Data extracted from a collection:
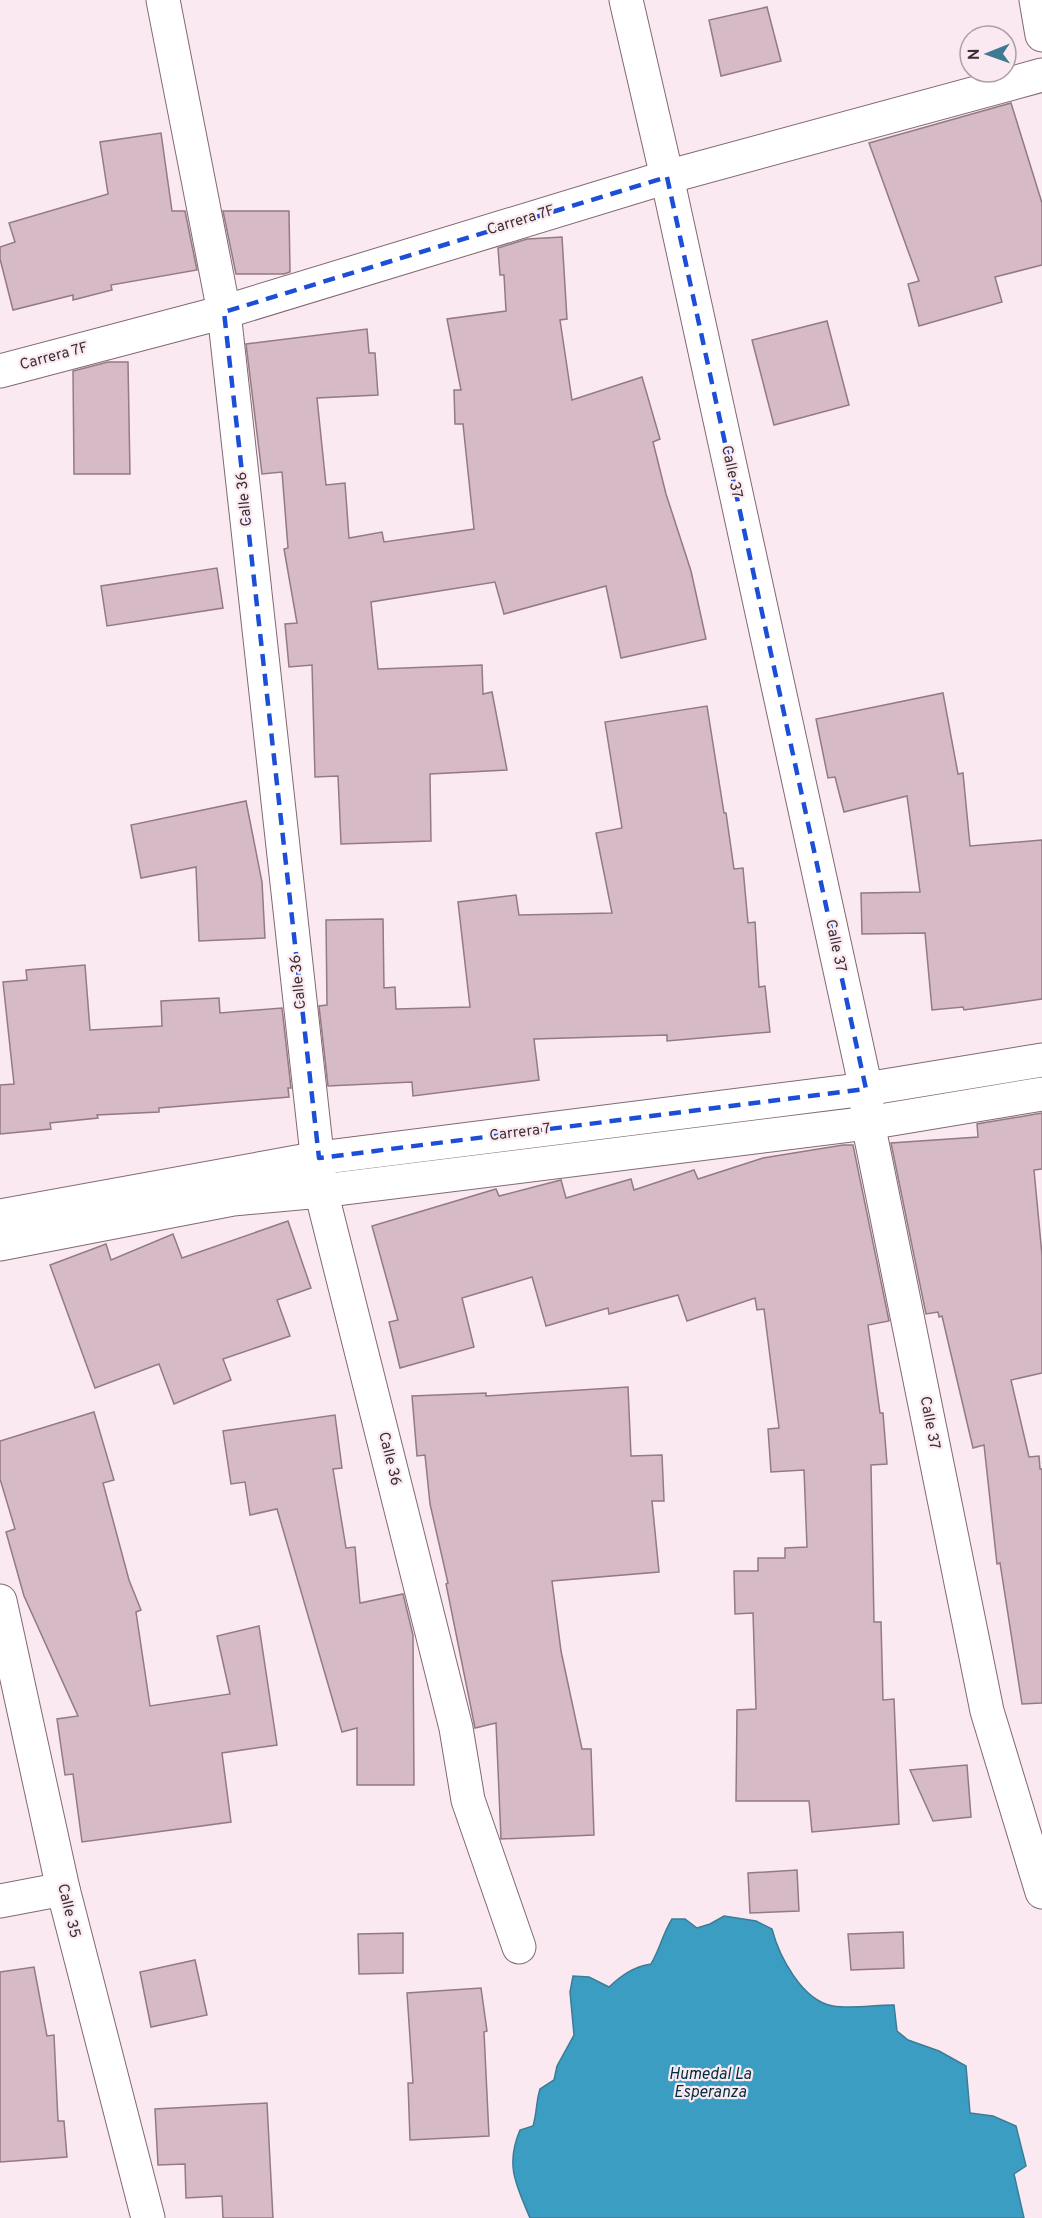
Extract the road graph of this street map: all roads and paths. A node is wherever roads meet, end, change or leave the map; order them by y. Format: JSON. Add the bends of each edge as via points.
{"nodes":[{"id":1,"x":163,"y":0,"type":"edge"},
{"id":2,"x":626,"y":0,"type":"edge"},
{"id":3,"x":1036,"y":0,"type":"edge"},
{"id":4,"x":1042,"y":35,"type":"edge"},
{"id":5,"x":1042,"y":75,"type":"edge"},
{"id":6,"x":667,"y":177,"type":"junction"},
{"id":7,"x":224,"y":312,"type":"junction"},
{"id":8,"x":0,"y":371,"type":"edge"},
{"id":9,"x":1042,"y":1060,"type":"edge"},
{"id":10,"x":866,"y":1089,"type":"junction"},
{"id":11,"x":1042,"y":1094,"type":"edge"},
{"id":12,"x":868,"y":1123,"type":"junction"},
{"id":13,"x":319,"y":1158,"type":"junction"},
{"id":14,"x":321,"y":1191,"type":"junction"},
{"id":15,"x":0,"y":1216,"type":"edge"},
{"id":16,"x":0,"y":1244,"type":"edge"},
{"id":17,"x":0,"y":1601,"type":"edge"},
{"id":18,"x":1041,"y":1885,"type":"edge"},
{"id":19,"x":63,"y":1889,"type":"junction"},
{"id":20,"x":0,"y":1901,"type":"edge"},
{"id":21,"x":519,"y":1947,"type":"dead end"},
{"id":22,"x":148,"y":2218,"type":"edge"}],
"edges":[{"from":1,"to":7,"type":"street","name":"Calle 36"},
{"from":2,"to":6,"type":"street","name":"Calle 37"},
{"from":3,"to":4,"type":"street"},
{"from":5,"to":6,"type":"street","name":"Carrera 7F"},
{"from":6,"to":7,"type":"street","name":"Carrera 7F"},
{"from":6,"to":10,"type":"street","name":"Calle 37"},
{"from":7,"to":8,"type":"street","name":"Carrera 7F"},
{"from":7,"to":13,"type":"street","name":"Calle 36"},
{"from":9,"to":10,"type":"street","name":"Carrera 7"},
{"from":10,"to":12,"type":"street","name":"Calle 37"},
{"from":10,"to":13,"type":"street","name":"Carrera 7"},
{"from":11,"to":12,"type":"street"},
{"from":12,"to":14,"type":"street"},
{"from":12,"to":18,"type":"street","name":"Calle 37","via":[[987,1711]]},
{"from":13,"to":14,"type":"street","name":"Calle 36"},
{"from":13,"to":15,"type":"street","name":"Carrera 7"},
{"from":14,"to":16,"type":"street","via":[[232,1199]]},
{"from":14,"to":21,"type":"street","name":"Calle 36","via":[[456,1728],[468,1800]]},
{"from":17,"to":19,"type":"street","name":"Calle 35"},
{"from":19,"to":20,"type":"street"},
{"from":19,"to":22,"type":"street","name":"Calle 35"}]}
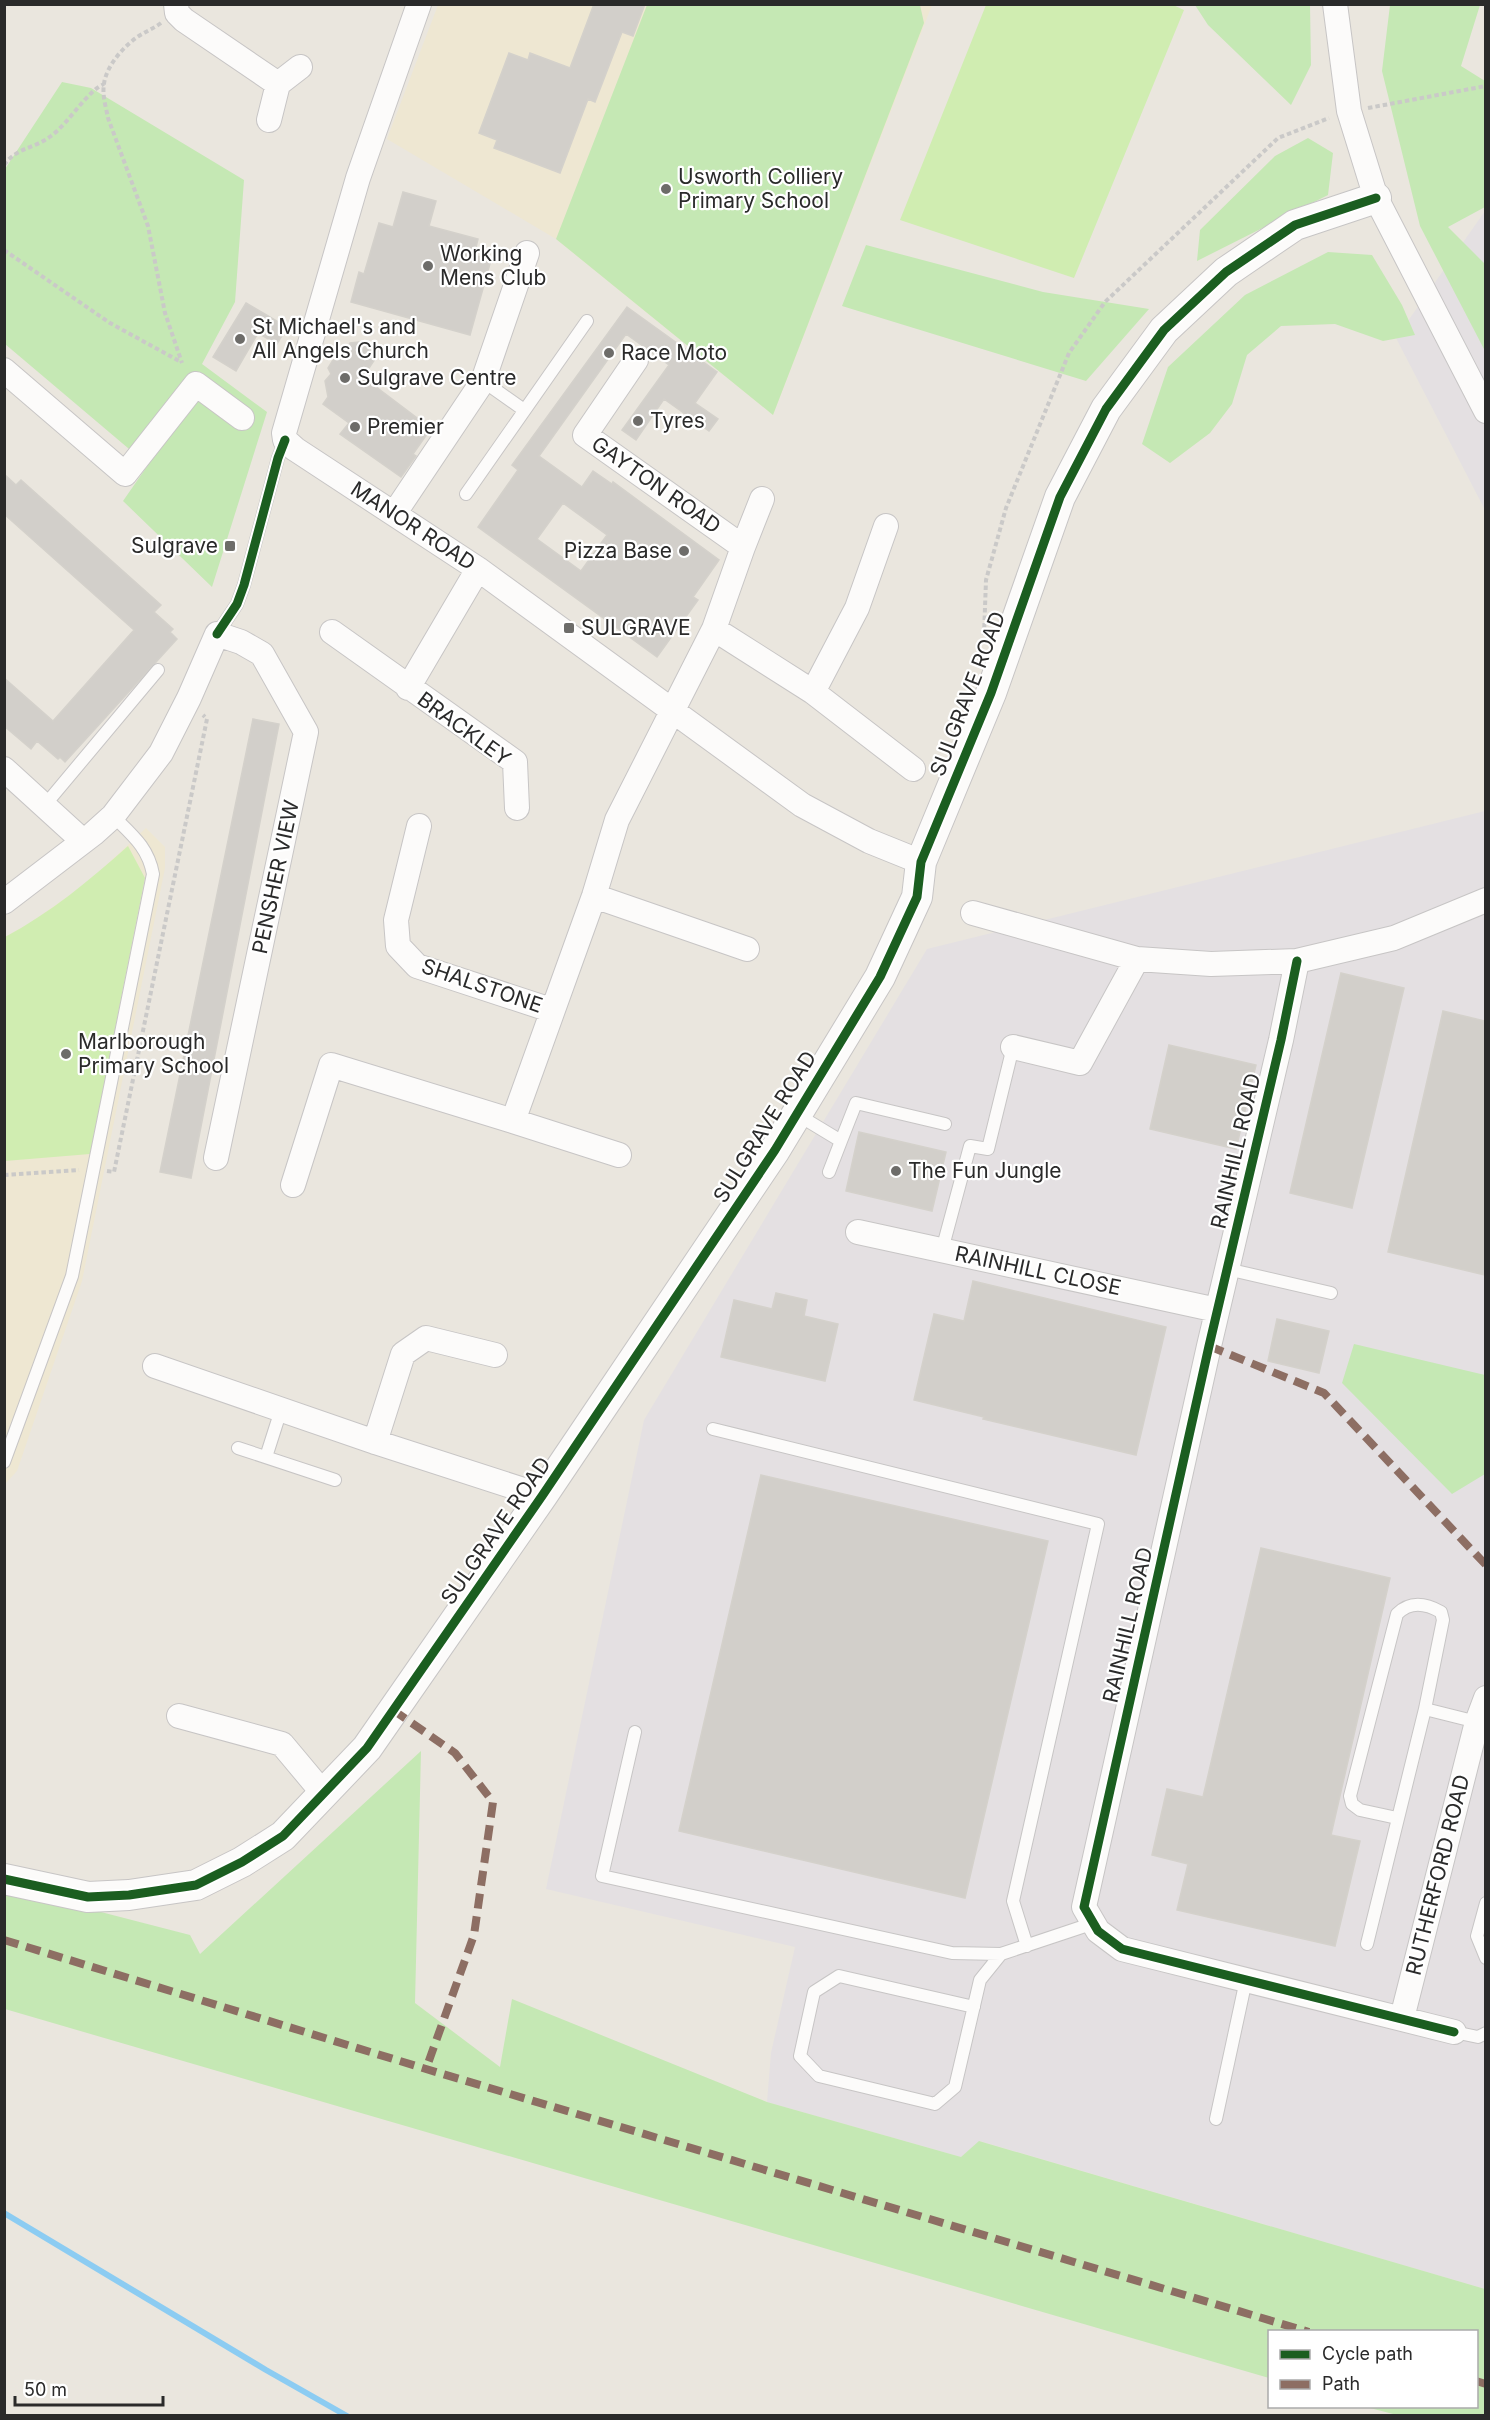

REQUIRED WORK: Supply the count of lines in the entries that include "Carrera", and no other text.

COMPLETED TASK: 6